» Task requirements
The required output is the complete data, repeated without alteration.

» Provided records
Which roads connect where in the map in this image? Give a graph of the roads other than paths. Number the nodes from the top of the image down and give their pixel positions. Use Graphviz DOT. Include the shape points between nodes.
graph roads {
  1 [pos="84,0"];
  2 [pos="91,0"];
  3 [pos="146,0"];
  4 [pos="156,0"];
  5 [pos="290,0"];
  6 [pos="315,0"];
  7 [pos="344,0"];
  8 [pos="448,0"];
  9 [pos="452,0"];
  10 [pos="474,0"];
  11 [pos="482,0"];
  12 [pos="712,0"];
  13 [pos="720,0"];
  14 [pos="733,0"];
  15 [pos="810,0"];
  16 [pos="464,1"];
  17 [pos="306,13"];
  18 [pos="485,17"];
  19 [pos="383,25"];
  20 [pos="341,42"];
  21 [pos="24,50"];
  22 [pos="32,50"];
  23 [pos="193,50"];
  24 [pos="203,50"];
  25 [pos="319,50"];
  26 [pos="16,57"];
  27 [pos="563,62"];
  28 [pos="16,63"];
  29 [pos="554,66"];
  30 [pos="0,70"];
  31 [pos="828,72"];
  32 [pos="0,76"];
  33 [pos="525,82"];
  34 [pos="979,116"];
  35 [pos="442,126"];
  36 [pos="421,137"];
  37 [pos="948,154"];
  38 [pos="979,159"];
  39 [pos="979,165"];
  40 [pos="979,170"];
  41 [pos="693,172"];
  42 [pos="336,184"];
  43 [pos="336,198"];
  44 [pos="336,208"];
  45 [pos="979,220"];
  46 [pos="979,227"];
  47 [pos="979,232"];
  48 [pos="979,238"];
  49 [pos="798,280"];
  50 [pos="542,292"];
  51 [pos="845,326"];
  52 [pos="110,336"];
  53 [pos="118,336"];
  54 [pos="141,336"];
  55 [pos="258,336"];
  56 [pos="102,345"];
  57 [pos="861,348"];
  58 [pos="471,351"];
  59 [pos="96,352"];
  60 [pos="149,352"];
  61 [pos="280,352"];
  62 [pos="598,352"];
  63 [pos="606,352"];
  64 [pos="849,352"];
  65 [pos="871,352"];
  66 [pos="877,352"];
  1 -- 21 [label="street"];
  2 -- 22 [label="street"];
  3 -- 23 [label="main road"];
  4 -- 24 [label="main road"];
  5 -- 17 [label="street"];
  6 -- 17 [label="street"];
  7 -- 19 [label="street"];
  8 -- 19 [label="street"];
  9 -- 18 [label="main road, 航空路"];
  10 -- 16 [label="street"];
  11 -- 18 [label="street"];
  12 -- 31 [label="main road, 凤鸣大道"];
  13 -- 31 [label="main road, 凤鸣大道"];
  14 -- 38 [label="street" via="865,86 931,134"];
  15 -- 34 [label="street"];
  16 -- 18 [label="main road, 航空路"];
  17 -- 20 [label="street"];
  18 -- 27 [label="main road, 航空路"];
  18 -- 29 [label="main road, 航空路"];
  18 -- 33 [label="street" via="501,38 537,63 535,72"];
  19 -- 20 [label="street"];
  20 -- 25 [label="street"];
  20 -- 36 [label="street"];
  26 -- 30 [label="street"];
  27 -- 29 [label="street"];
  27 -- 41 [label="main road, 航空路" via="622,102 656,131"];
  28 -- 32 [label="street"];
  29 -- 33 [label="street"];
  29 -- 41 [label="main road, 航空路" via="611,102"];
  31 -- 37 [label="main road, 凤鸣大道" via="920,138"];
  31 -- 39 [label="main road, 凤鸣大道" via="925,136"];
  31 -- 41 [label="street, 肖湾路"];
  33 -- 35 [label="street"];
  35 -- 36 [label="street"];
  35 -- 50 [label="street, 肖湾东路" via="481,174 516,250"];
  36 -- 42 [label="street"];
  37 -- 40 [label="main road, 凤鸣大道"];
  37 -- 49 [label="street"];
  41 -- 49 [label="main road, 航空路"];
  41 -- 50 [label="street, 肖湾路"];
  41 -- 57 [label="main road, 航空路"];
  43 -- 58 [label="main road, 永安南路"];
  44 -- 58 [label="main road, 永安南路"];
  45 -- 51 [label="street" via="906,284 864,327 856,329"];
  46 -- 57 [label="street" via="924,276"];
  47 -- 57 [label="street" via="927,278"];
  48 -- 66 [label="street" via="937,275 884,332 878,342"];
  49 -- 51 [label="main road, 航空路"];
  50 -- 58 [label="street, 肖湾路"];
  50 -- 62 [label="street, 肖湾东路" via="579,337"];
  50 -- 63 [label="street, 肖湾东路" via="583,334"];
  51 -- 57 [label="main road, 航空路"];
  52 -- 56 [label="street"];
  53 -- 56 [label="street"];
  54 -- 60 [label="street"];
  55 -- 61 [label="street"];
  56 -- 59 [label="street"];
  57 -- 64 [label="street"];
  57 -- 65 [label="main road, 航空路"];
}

» Task response
Which roads connect where in the map in this image? Give a graph of the roads other than paths. Number the nodes from the top of the image down and give their pixel positions. Use Graphviz DOT. Include the shape points between nodes.
graph roads {
  1 [pos="84,0"];
  2 [pos="91,0"];
  3 [pos="146,0"];
  4 [pos="156,0"];
  5 [pos="290,0"];
  6 [pos="315,0"];
  7 [pos="344,0"];
  8 [pos="448,0"];
  9 [pos="452,0"];
  10 [pos="474,0"];
  11 [pos="482,0"];
  12 [pos="712,0"];
  13 [pos="720,0"];
  14 [pos="733,0"];
  15 [pos="810,0"];
  16 [pos="464,1"];
  17 [pos="306,13"];
  18 [pos="485,17"];
  19 [pos="383,25"];
  20 [pos="341,42"];
  21 [pos="24,50"];
  22 [pos="32,50"];
  23 [pos="193,50"];
  24 [pos="203,50"];
  25 [pos="319,50"];
  26 [pos="16,57"];
  27 [pos="563,62"];
  28 [pos="16,63"];
  29 [pos="554,66"];
  30 [pos="0,70"];
  31 [pos="828,72"];
  32 [pos="0,76"];
  33 [pos="525,82"];
  34 [pos="979,116"];
  35 [pos="442,126"];
  36 [pos="421,137"];
  37 [pos="948,154"];
  38 [pos="979,159"];
  39 [pos="979,165"];
  40 [pos="979,170"];
  41 [pos="693,172"];
  42 [pos="336,184"];
  43 [pos="336,198"];
  44 [pos="336,208"];
  45 [pos="979,220"];
  46 [pos="979,227"];
  47 [pos="979,232"];
  48 [pos="979,238"];
  49 [pos="798,280"];
  50 [pos="542,292"];
  51 [pos="845,326"];
  52 [pos="110,336"];
  53 [pos="118,336"];
  54 [pos="141,336"];
  55 [pos="258,336"];
  56 [pos="102,345"];
  57 [pos="861,348"];
  58 [pos="471,351"];
  59 [pos="96,352"];
  60 [pos="149,352"];
  61 [pos="280,352"];
  62 [pos="598,352"];
  63 [pos="606,352"];
  64 [pos="849,352"];
  65 [pos="871,352"];
  66 [pos="877,352"];
  1 -- 21 [label="street"];
  2 -- 22 [label="street"];
  3 -- 23 [label="main road"];
  4 -- 24 [label="main road"];
  5 -- 17 [label="street"];
  6 -- 17 [label="street"];
  7 -- 19 [label="street"];
  8 -- 19 [label="street"];
  9 -- 18 [label="main road, 航空路"];
  10 -- 16 [label="street"];
  11 -- 18 [label="street"];
  12 -- 31 [label="main road, 凤鸣大道"];
  13 -- 31 [label="main road, 凤鸣大道"];
  14 -- 38 [label="street" via="865,86 931,134"];
  15 -- 34 [label="street"];
  16 -- 18 [label="main road, 航空路"];
  17 -- 20 [label="street"];
  18 -- 27 [label="main road, 航空路"];
  18 -- 29 [label="main road, 航空路"];
  18 -- 33 [label="street" via="501,38 537,63 535,72"];
  19 -- 20 [label="street"];
  20 -- 25 [label="street"];
  20 -- 36 [label="street"];
  26 -- 30 [label="street"];
  27 -- 29 [label="street"];
  27 -- 41 [label="main road, 航空路" via="622,102 656,131"];
  28 -- 32 [label="street"];
  29 -- 33 [label="street"];
  29 -- 41 [label="main road, 航空路" via="611,102"];
  31 -- 37 [label="main road, 凤鸣大道" via="920,138"];
  31 -- 39 [label="main road, 凤鸣大道" via="925,136"];
  31 -- 41 [label="street, 肖湾路"];
  33 -- 35 [label="street"];
  35 -- 36 [label="street"];
  35 -- 50 [label="street, 肖湾东路" via="481,174 516,250"];
  36 -- 42 [label="street"];
  37 -- 40 [label="main road, 凤鸣大道"];
  37 -- 49 [label="street"];
  41 -- 49 [label="main road, 航空路"];
  41 -- 50 [label="street, 肖湾路"];
  41 -- 57 [label="main road, 航空路"];
  43 -- 58 [label="main road, 永安南路"];
  44 -- 58 [label="main road, 永安南路"];
  45 -- 51 [label="street" via="906,284 864,327 856,329"];
  46 -- 57 [label="street" via="924,276"];
  47 -- 57 [label="street" via="927,278"];
  48 -- 66 [label="street" via="937,275 884,332 878,342"];
  49 -- 51 [label="main road, 航空路"];
  50 -- 58 [label="street, 肖湾路"];
  50 -- 62 [label="street, 肖湾东路" via="579,337"];
  50 -- 63 [label="street, 肖湾东路" via="583,334"];
  51 -- 57 [label="main road, 航空路"];
  52 -- 56 [label="street"];
  53 -- 56 [label="street"];
  54 -- 60 [label="street"];
  55 -- 61 [label="street"];
  56 -- 59 [label="street"];
  57 -- 64 [label="street"];
  57 -- 65 [label="main road, 航空路"];
}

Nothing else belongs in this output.